The London-based advertising agency said its third-quarter revenue rose 10% to £3.57 billion from £3.24 billion a year earlier, with like-for-like revenue up 2.7%.
Its revenue less pass-through costs increased 13% to £2.99 billion from £2.64 billion.
Revenue less pass-through costs in North America jumped by 26% to £1.22 billion from £975 million.
WPP said it won $1.7 billion net new business during the quarter, and $5.1 billion net in the year-to-date.
Revenue in the year-to-date rose 10% to £10.33 billion from £9.37 billion a year ago, with like-for-like revenue up 6.6%. Its revenue less pass-through costs increased by 13% to £8.50 billion from £7.54 billion.
Chief Executive Mark Read said the firm "continues to show strong momentum".
Looking ahead, WPP upgraded its full-year like-for-like revenue less pass-through costs to 6.5% to 7.0%, compared to a previously expected range of 6.0% to 7.0%. Less positively, it said it expects headline operating margin growth between 30 to 50 basis points. It had previously guided for growth of 50 bps.

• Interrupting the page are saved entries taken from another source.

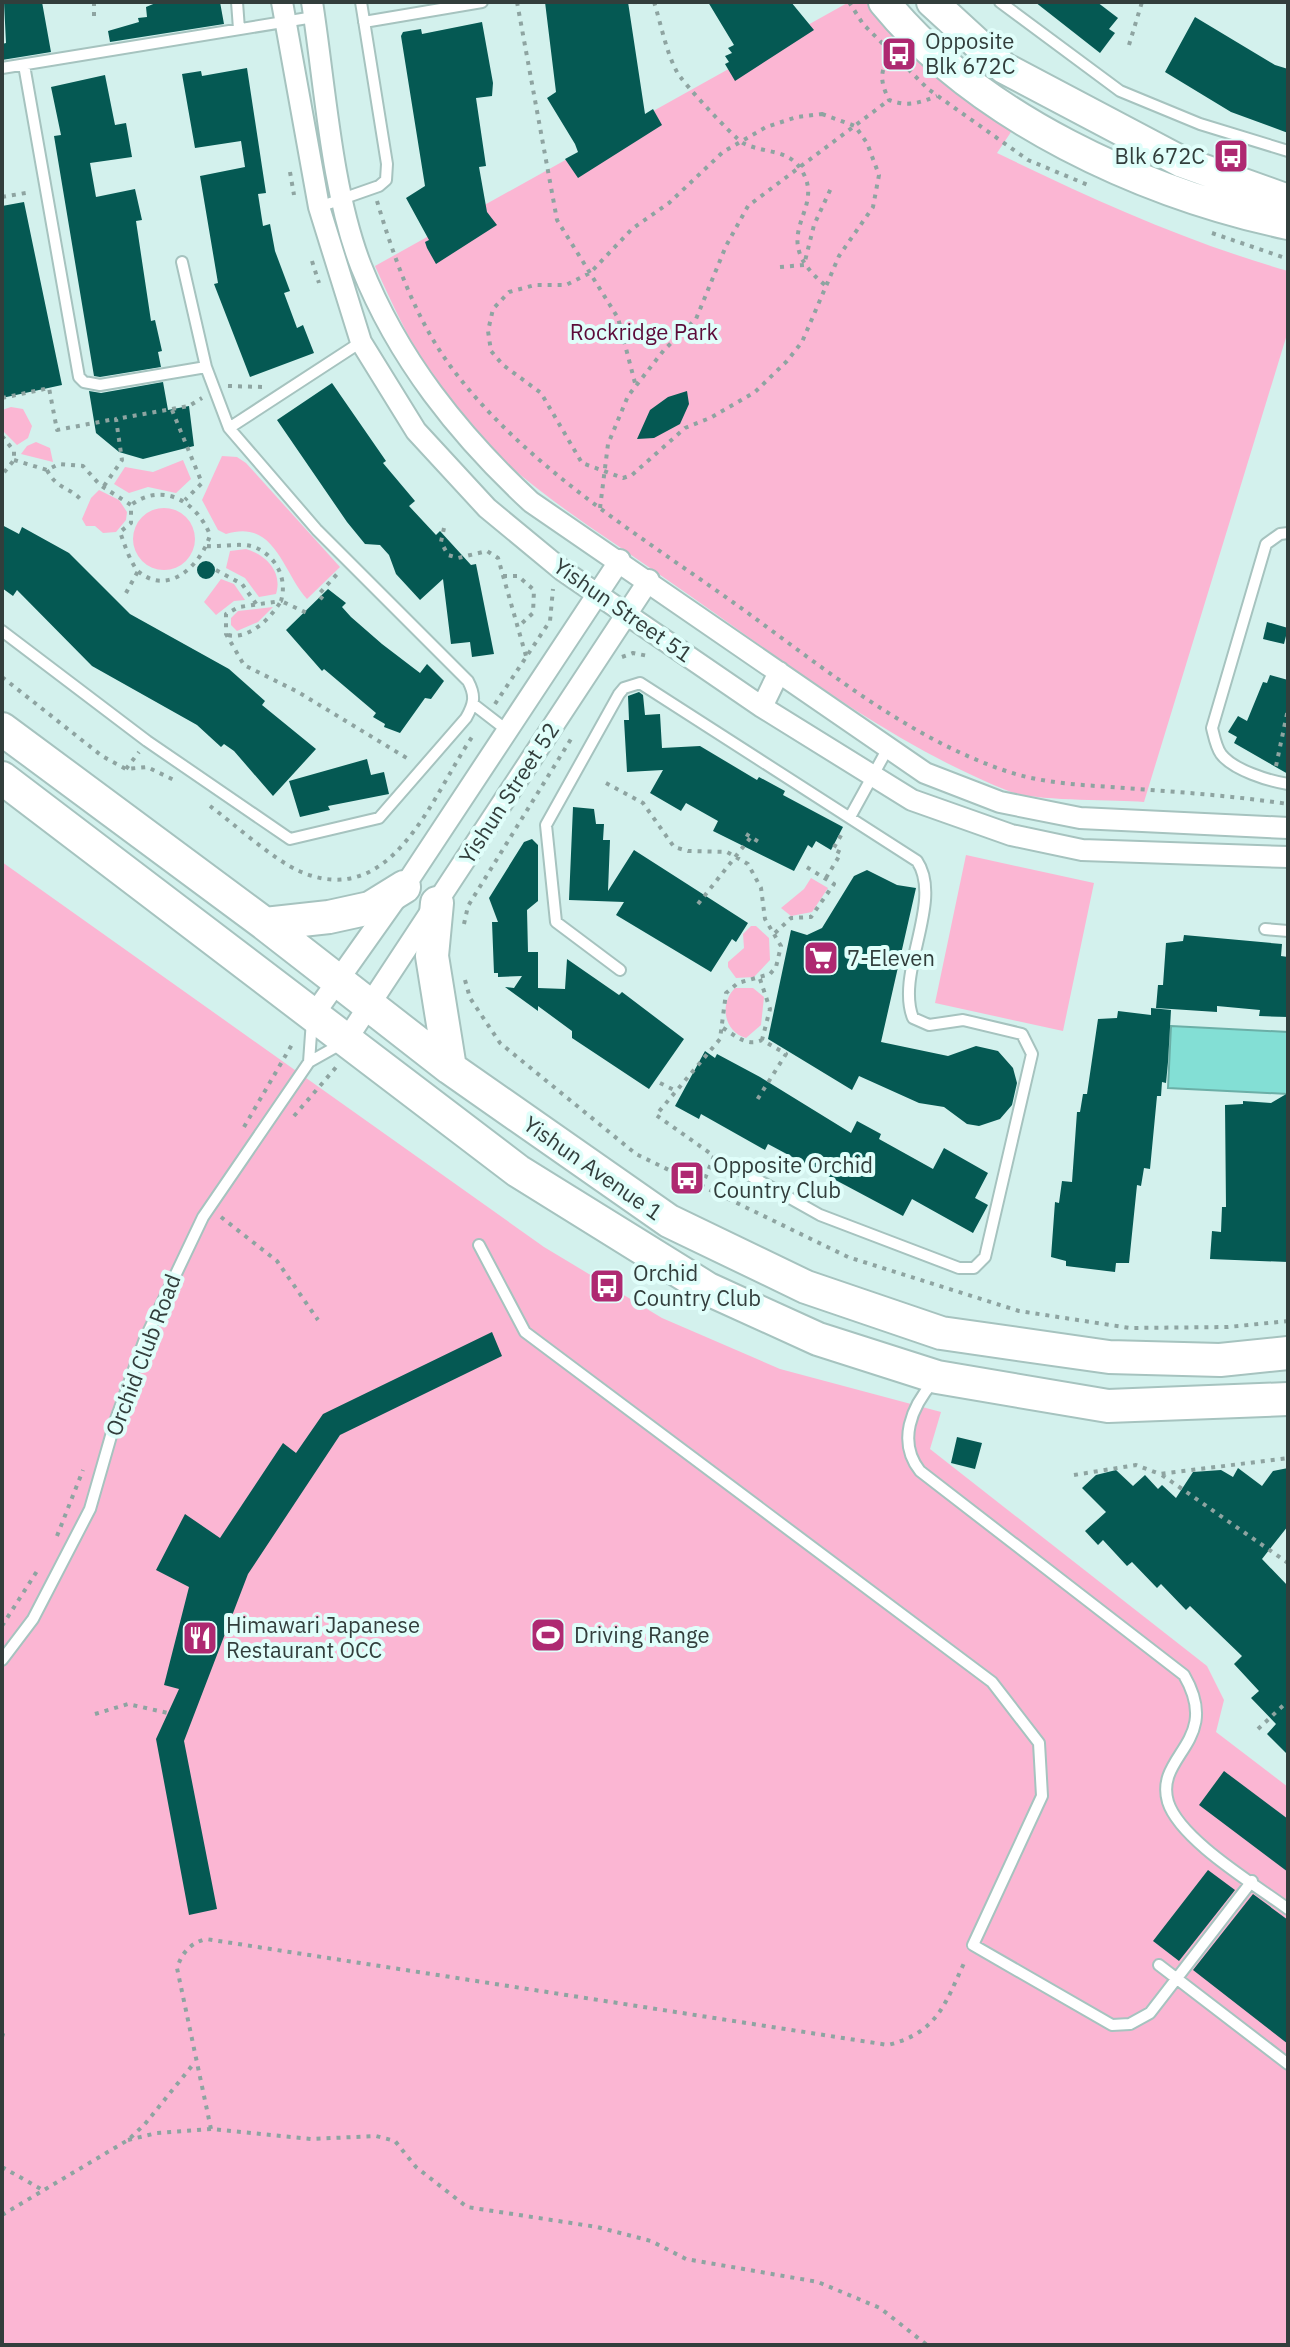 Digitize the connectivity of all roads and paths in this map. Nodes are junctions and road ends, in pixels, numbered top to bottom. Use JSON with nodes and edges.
{"nodes":[{"id":1,"x":94,"y":2,"type":"edge"},
{"id":2,"x":237,"y":2,"type":"edge"},
{"id":3,"x":361,"y":2,"type":"edge"},
{"id":4,"x":482,"y":2,"type":"edge"},
{"id":5,"x":517,"y":2,"type":"edge"},
{"id":6,"x":654,"y":2,"type":"edge"},
{"id":7,"x":884,"y":2,"type":"edge"},
{"id":8,"x":932,"y":2,"type":"edge"},
{"id":9,"x":1000,"y":2,"type":"edge"},
{"id":10,"x":1142,"y":2,"type":"edge"},
{"id":11,"x":313,"y":9,"type":"edge"},
{"id":12,"x":284,"y":11,"type":"edge"},
{"id":13,"x":94,"y":16,"type":"dead end"},
{"id":14,"x":364,"y":22,"type":"junction"},
{"id":15,"x":239,"y":29,"type":"junction"},
{"id":16,"x":1129,"y":45,"type":"dead end"},
{"id":17,"x":892,"y":52,"type":"dead end"},
{"id":18,"x":24,"y":65,"type":"junction"},
{"id":19,"x":2,"y":68,"type":"edge"},
{"id":20,"x":937,"y":96,"type":"dead end"},
{"id":21,"x":889,"y":100,"type":"junction"},
{"id":22,"x":855,"y":126,"type":"junction"},
{"id":23,"x":741,"y":141,"type":"junction"},
{"id":24,"x":1288,"y":151,"type":"edge"},
{"id":25,"x":800,"y":166,"type":"junction"},
{"id":26,"x":832,"y":186,"type":"dead end"},
{"id":27,"x":373,"y":188,"type":"junction"},
{"id":28,"x":45,"y":190,"type":"junction"},
{"id":29,"x":2,"y":197,"type":"edge"},
{"id":30,"x":344,"y":198,"type":"junction"},
{"id":31,"x":1288,"y":200,"type":"edge"},
{"id":32,"x":319,"y":207,"type":"junction"},
{"id":33,"x":1288,"y":224,"type":"edge"},
{"id":34,"x":182,"y":262,"type":"dead end"},
{"id":35,"x":804,"y":265,"type":"junction"},
{"id":36,"x":780,"y":267,"type":"dead end"},
{"id":37,"x":590,"y":273,"type":"junction"},
{"id":38,"x":825,"y":285,"type":"junction"},
{"id":39,"x":361,"y":342,"type":"junction"},
{"id":40,"x":206,"y":367,"type":"junction"},
{"id":41,"x":635,"y":383,"type":"junction"},
{"id":42,"x":2,"y":398,"type":"edge"},
{"id":43,"x":116,"y":419,"type":"junction"},
{"id":44,"x":229,"y":428,"type":"junction"},
{"id":45,"x":2,"y":436,"type":"edge"},
{"id":46,"x":14,"y":460,"type":"junction"},
{"id":47,"x":47,"y":470,"type":"junction"},
{"id":48,"x":604,"y":472,"type":"junction"},
{"id":49,"x":2,"y":475,"type":"edge"},
{"id":50,"x":104,"y":487,"type":"junction"},
{"id":51,"x":185,"y":500,"type":"junction"},
{"id":52,"x":82,"y":501,"type":"dead end"},
{"id":53,"x":131,"y":505,"type":"junction"},
{"id":54,"x":600,"y":508,"type":"junction"},
{"id":55,"x":444,"y":528,"type":"dead end"},
{"id":56,"x":1288,"y":533,"type":"edge"},
{"id":57,"x":207,"y":546,"type":"junction"},
{"id":58,"x":620,"y":560,"type":"junction"},
{"id":59,"x":349,"y":562,"type":"junction"},
{"id":60,"x":216,"y":570,"type":"dead end"},
{"id":61,"x":138,"y":571,"type":"junction"},
{"id":62,"x":503,"y":576,"type":"junction"},
{"id":63,"x":649,"y":580,"type":"junction"},
{"id":64,"x":534,"y":590,"type":"junction"},
{"id":65,"x":126,"y":593,"type":"dead end"},
{"id":66,"x":600,"y":594,"type":"junction"},
{"id":67,"x":323,"y":599,"type":"dead end"},
{"id":68,"x":281,"y":601,"type":"junction"},
{"id":69,"x":257,"y":605,"type":"junction"},
{"id":70,"x":626,"y":612,"type":"junction"},
{"id":71,"x":307,"y":613,"type":"dead end"},
{"id":72,"x":519,"y":626,"type":"junction"},
{"id":73,"x":2,"y":631,"type":"edge"},
{"id":74,"x":226,"y":634,"type":"junction"},
{"id":75,"x":526,"y":656,"type":"junction"},
{"id":76,"x":779,"y":672,"type":"junction"},
{"id":77,"x":2,"y":677,"type":"edge"},
{"id":78,"x":473,"y":704,"type":"junction"},
{"id":79,"x":762,"y":707,"type":"junction"},
{"id":80,"x":1288,"y":709,"type":"edge"},
{"id":81,"x":487,"y":715,"type":"junction"},
{"id":82,"x":2,"y":729,"type":"edge"},
{"id":83,"x":508,"y":731,"type":"junction"},
{"id":84,"x":888,"y":748,"type":"junction"},
{"id":85,"x":139,"y":752,"type":"dead end"},
{"id":86,"x":424,"y":768,"type":"junction"},
{"id":87,"x":126,"y":769,"type":"junction"},
{"id":88,"x":875,"y":777,"type":"junction"},
{"id":89,"x":2,"y":778,"type":"edge"},
{"id":90,"x":1274,"y":782,"type":"junction"},
{"id":91,"x":606,"y":783,"type":"dead end"},
{"id":92,"x":1288,"y":784,"type":"edge"},
{"id":93,"x":186,"y":789,"type":"dead end"},
{"id":94,"x":1288,"y":804,"type":"edge"},
{"id":95,"x":208,"y":805,"type":"dead end"},
{"id":96,"x":850,"y":817,"type":"junction"},
{"id":97,"x":1288,"y":828,"type":"edge"},
{"id":98,"x":759,"y":842,"type":"dead end"},
{"id":99,"x":736,"y":856,"type":"junction"},
{"id":100,"x":1288,"y":857,"type":"edge"},
{"id":101,"x":805,"y":866,"type":"dead end"},
{"id":102,"x":826,"y":878,"type":"junction"},
{"id":103,"x":404,"y":887,"type":"junction"},
{"id":104,"x":437,"y":903,"type":"junction"},
{"id":105,"x":698,"y":904,"type":"dead end"},
{"id":106,"x":265,"y":924,"type":"junction"},
{"id":107,"x":1265,"y":929,"type":"dead end"},
{"id":108,"x":1288,"y":931,"type":"edge"},
{"id":109,"x":775,"y":933,"type":"junction"},
{"id":110,"x":620,"y":970,"type":"dead end"},
{"id":111,"x":760,"y":979,"type":"junction"},
{"id":112,"x":338,"y":981,"type":"junction"},
{"id":113,"x":370,"y":1007,"type":"junction"},
{"id":114,"x":312,"y":1017,"type":"junction"},
{"id":115,"x":723,"y":1028,"type":"junction"},
{"id":116,"x":762,"y":1040,"type":"junction"},
{"id":117,"x":347,"y":1052,"type":"junction"},
{"id":118,"x":309,"y":1062,"type":"junction"},
{"id":119,"x":450,"y":1068,"type":"junction"},
{"id":120,"x":660,"y":1083,"type":"dead end"},
{"id":121,"x":674,"y":1090,"type":"junction"},
{"id":122,"x":757,"y":1100,"type":"dead end"},
{"id":123,"x":284,"y":1126,"type":"dead end"},
{"id":124,"x":702,"y":1169,"type":"dead end"},
{"id":125,"x":740,"y":1170,"type":"dead end"},
{"id":126,"x":694,"y":1183,"type":"dead end"},
{"id":127,"x":702,"y":1186,"type":"dead end"},
{"id":128,"x":227,"y":1205,"type":"dead end"},
{"id":129,"x":220,"y":1216,"type":"junction"},
{"id":130,"x":213,"y":1225,"type":"dead end"},
{"id":131,"x":852,"y":1243,"type":"dead end"},
{"id":132,"x":479,"y":1245,"type":"dead end"},
{"id":133,"x":848,"y":1257,"type":"dead end"},
{"id":134,"x":318,"y":1320,"type":"dead end"},
{"id":135,"x":1288,"y":1353,"type":"edge"},
{"id":136,"x":937,"y":1377,"type":"junction"},
{"id":137,"x":1288,"y":1399,"type":"edge"},
{"id":138,"x":1288,"y":1458,"type":"edge"},
{"id":139,"x":1160,"y":1474,"type":"junction"},
{"id":140,"x":1074,"y":1475,"type":"dead end"},
{"id":141,"x":1288,"y":1563,"type":"edge"},
{"id":142,"x":2,"y":1660,"type":"edge"},
{"id":143,"x":1288,"y":1701,"type":"edge"},
{"id":144,"x":168,"y":1713,"type":"dead end"},
{"id":145,"x":95,"y":1714,"type":"dead end"},
{"id":146,"x":1258,"y":1729,"type":"dead end"},
{"id":147,"x":1252,"y":1881,"type":"junction"},
{"id":148,"x":1288,"y":1909,"type":"edge"},
{"id":149,"x":973,"y":1945,"type":"junction"},
{"id":150,"x":1159,"y":1965,"type":"dead end"},
{"id":151,"x":1177,"y":1980,"type":"junction"},
{"id":152,"x":195,"y":2062,"type":"junction"},
{"id":153,"x":1288,"y":2064,"type":"edge"},
{"id":154,"x":211,"y":2129,"type":"junction"},
{"id":155,"x":128,"y":2140,"type":"junction"},
{"id":156,"x":2,"y":2167,"type":"edge"},
{"id":157,"x":41,"y":2189,"type":"junction"},
{"id":158,"x":2,"y":2215,"type":"edge"},
{"id":159,"x":927,"y":2345,"type":"edge"}],
"edges":[{"from":1,"to":13,"type":"path"},
{"from":2,"to":15,"type":"lane"},
{"from":3,"to":14,"type":"lane"},
{"from":4,"to":14,"type":"lane"},
{"from":5,"to":37,"type":"path"},
{"from":6,"to":23,"type":"path"},
{"from":7,"to":33,"type":"main road"},
{"from":8,"to":31,"type":"main road"},
{"from":9,"to":24,"type":"lane"},
{"from":10,"to":16,"type":"path"},
{"from":11,"to":12,"type":"lane"},
{"from":11,"to":30,"type":"street","name":"Yishun Street 51"},
{"from":12,"to":15,"type":"lane"},
{"from":12,"to":32,"type":"street","name":"Yishun Street 51"},
{"from":14,"to":27,"type":"lane"},
{"from":15,"to":18,"type":"lane"},
{"from":17,"to":21,"type":"path"},
{"from":18,"to":19,"type":"lane"},
{"from":18,"to":28,"type":"lane"},
{"from":20,"to":21,"type":"path"},
{"from":21,"to":22,"type":"path"},
{"from":22,"to":23,"type":"path"},
{"from":22,"to":25,"type":"path"},
{"from":22,"to":38,"type":"path"},
{"from":23,"to":25,"type":"path"},
{"from":23,"to":37,"type":"path"},
{"from":25,"to":35,"type":"path"},
{"from":25,"to":41,"type":"path"},
{"from":26,"to":35,"type":"path"},
{"from":27,"to":30,"type":"lane"},
{"from":27,"to":54,"type":"path"},
{"from":28,"to":29,"type":"path"},
{"from":28,"to":40,"type":"lane"},
{"from":30,"to":32,"type":"lane"},
{"from":30,"to":58,"type":"street","name":"Yishun Street 51"},
{"from":32,"to":39,"type":"street","name":"Yishun Street 51"},
{"from":34,"to":40,"type":"lane"},
{"from":35,"to":36,"type":"path"},
{"from":35,"to":38,"type":"path"},
{"from":37,"to":41,"type":"path"},
{"from":37,"to":48,"type":"path"},
{"from":38,"to":48,"type":"path"},
{"from":39,"to":44,"type":"lane"},
{"from":39,"to":66,"type":"street","name":"Yishun Street 51"},
{"from":40,"to":44,"type":"lane"},
{"from":41,"to":48,"type":"path"},
{"from":42,"to":43,"type":"path"},
{"from":43,"to":50,"type":"path"},
{"from":43,"to":51,"type":"path"},
{"from":44,"to":59,"type":"lane"},
{"from":45,"to":46,"type":"path"},
{"from":46,"to":47,"type":"path"},
{"from":46,"to":49,"type":"path"},
{"from":47,"to":50,"type":"path"},
{"from":47,"to":52,"type":"path"},
{"from":48,"to":54,"type":"path"},
{"from":50,"to":53,"type":"path"},
{"from":51,"to":53,"type":"path"},
{"from":51,"to":57,"type":"path"},
{"from":53,"to":61,"type":"path"},
{"from":54,"to":94,"type":"path"},
{"from":55,"to":62,"type":"path"},
{"from":56,"to":90,"type":"lane"},
{"from":57,"to":61,"type":"path"},
{"from":57,"to":68,"type":"path"},
{"from":58,"to":63,"type":"street","name":"Yishun Street 51"},
{"from":58,"to":66,"type":"street","name":"Yishun Street 52"},
{"from":59,"to":67,"type":"path"},
{"from":59,"to":78,"type":"lane"},
{"from":60,"to":69,"type":"path"},
{"from":61,"to":65,"type":"path"},
{"from":62,"to":64,"type":"path"},
{"from":62,"to":72,"type":"path"},
{"from":63,"to":70,"type":"street","name":"Yishun Street 52"},
{"from":63,"to":76,"type":"street","name":"Yishun Street 51"},
{"from":64,"to":72,"type":"path"},
{"from":64,"to":75,"type":"path"},
{"from":66,"to":70,"type":"street","name":"Yishun Street 51"},
{"from":66,"to":83,"type":"street","name":"Yishun Street 52"},
{"from":68,"to":69,"type":"path"},
{"from":68,"to":71,"type":"path"},
{"from":68,"to":74,"type":"path"},
{"from":69,"to":74,"type":"path"},
{"from":70,"to":79,"type":"street","name":"Yishun Street 51"},
{"from":70,"to":104,"type":"street","name":"Yishun Street 52"},
{"from":72,"to":75,"type":"path"},
{"from":73,"to":86,"type":"lane"},
{"from":74,"to":86,"type":"path"},
{"from":75,"to":81,"type":"path"},
{"from":76,"to":79,"type":"street"},
{"from":76,"to":84,"type":"street","name":"Yishun Street 51"},
{"from":77,"to":87,"type":"path"},
{"from":78,"to":81,"type":"lane"},
{"from":78,"to":86,"type":"lane"},
{"from":79,"to":88,"type":"street","name":"Yishun Street 51"},
{"from":80,"to":90,"type":"path"},
{"from":81,"to":83,"type":"lane"},
{"from":81,"to":95,"type":"path"},
{"from":82,"to":106,"type":"main road","name":"Yishun Avenue 1"},
{"from":83,"to":103,"type":"street","name":"Yishun Street 52"},
{"from":84,"to":88,"type":"lane"},
{"from":84,"to":97,"type":"street","name":"Yishun Street 51"},
{"from":85,"to":87,"type":"path"},
{"from":87,"to":93,"type":"path"},
{"from":88,"to":96,"type":"lane"},
{"from":88,"to":100,"type":"street","name":"Yishun Street 51"},
{"from":89,"to":114,"type":"main road","name":"Yishun Avenue 1"},
{"from":90,"to":92,"type":"lane"},
{"from":91,"to":99,"type":"path"},
{"from":96,"to":102,"type":"path"},
{"from":96,"to":110,"type":"lane"},
{"from":96,"to":125,"type":"lane"},
{"from":98,"to":99,"type":"path"},
{"from":99,"to":105,"type":"path"},
{"from":99,"to":109,"type":"path"},
{"from":101,"to":102,"type":"path"},
{"from":102,"to":109,"type":"path"},
{"from":103,"to":106,"type":"main road"},
{"from":103,"to":112,"type":"street","name":"Yishun Street 52"},
{"from":104,"to":113,"type":"street","name":"Yishun Street 52"},
{"from":104,"to":119,"type":"main road"},
{"from":106,"to":112,"type":"main road","name":"Yishun Avenue 1"},
{"from":107,"to":108,"type":"lane"},
{"from":109,"to":111,"type":"path"},
{"from":111,"to":115,"type":"path"},
{"from":111,"to":116,"type":"path"},
{"from":112,"to":113,"type":"main road","name":"Yishun Avenue 1"},
{"from":112,"to":114,"type":"street"},
{"from":113,"to":117,"type":"street","name":"Orchid Club Road"},
{"from":113,"to":119,"type":"main road","name":"Yishun Avenue 1"},
{"from":114,"to":117,"type":"main road","name":"Yishun Avenue 1"},
{"from":114,"to":118,"type":"lane"},
{"from":115,"to":116,"type":"path"},
{"from":115,"to":121,"type":"path"},
{"from":116,"to":122,"type":"path"},
{"from":117,"to":118,"type":"lane","name":"Orchid Club Road"},
{"from":117,"to":123,"type":"path"},
{"from":117,"to":136,"type":"main road","name":"Yishun Avenue 1"},
{"from":118,"to":142,"type":"lane","name":"Orchid Club Road"},
{"from":119,"to":135,"type":"main road","name":"Yishun Avenue 1"},
{"from":120,"to":121,"type":"path"},
{"from":121,"to":127,"type":"path"},
{"from":124,"to":126,"type":"path"},
{"from":128,"to":129,"type":"path"},
{"from":129,"to":130,"type":"path"},
{"from":129,"to":134,"type":"path"},
{"from":131,"to":133,"type":"path"},
{"from":132,"to":149,"type":"lane"},
{"from":136,"to":137,"type":"main road","name":"Yishun Avenue 1"},
{"from":136,"to":147,"type":"lane"},
{"from":138,"to":139,"type":"path"},
{"from":139,"to":140,"type":"path"},
{"from":139,"to":141,"type":"path"},
{"from":143,"to":146,"type":"path"},
{"from":144,"to":145,"type":"path"},
{"from":147,"to":148,"type":"lane"},
{"from":147,"to":151,"type":"lane"},
{"from":149,"to":151,"type":"lane"},
{"from":149,"to":152,"type":"path"},
{"from":150,"to":151,"type":"lane"},
{"from":151,"to":153,"type":"lane"},
{"from":152,"to":154,"type":"path"},
{"from":152,"to":155,"type":"path"},
{"from":154,"to":155,"type":"path"},
{"from":154,"to":159,"type":"path"},
{"from":155,"to":157,"type":"path"},
{"from":156,"to":157,"type":"path"},
{"from":157,"to":158,"type":"path"}]}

WPP said it has "continued to invest in our people and in data and technology to support" growth, keeping a lid on margins.
However, CEO Read added: "We are on track with the £300 million transformation savings and will continue to manage our costs with discipline."
In August, WPP said pretax profit rose 6.3% to £419 million for the six months that ended on June 30, from £394 million a year earlier. Revenue increased 10% to £6.76 billion from £6.13 billion.
Shares were down 3.2% at 745.20 pence each on Wednesday morning in London.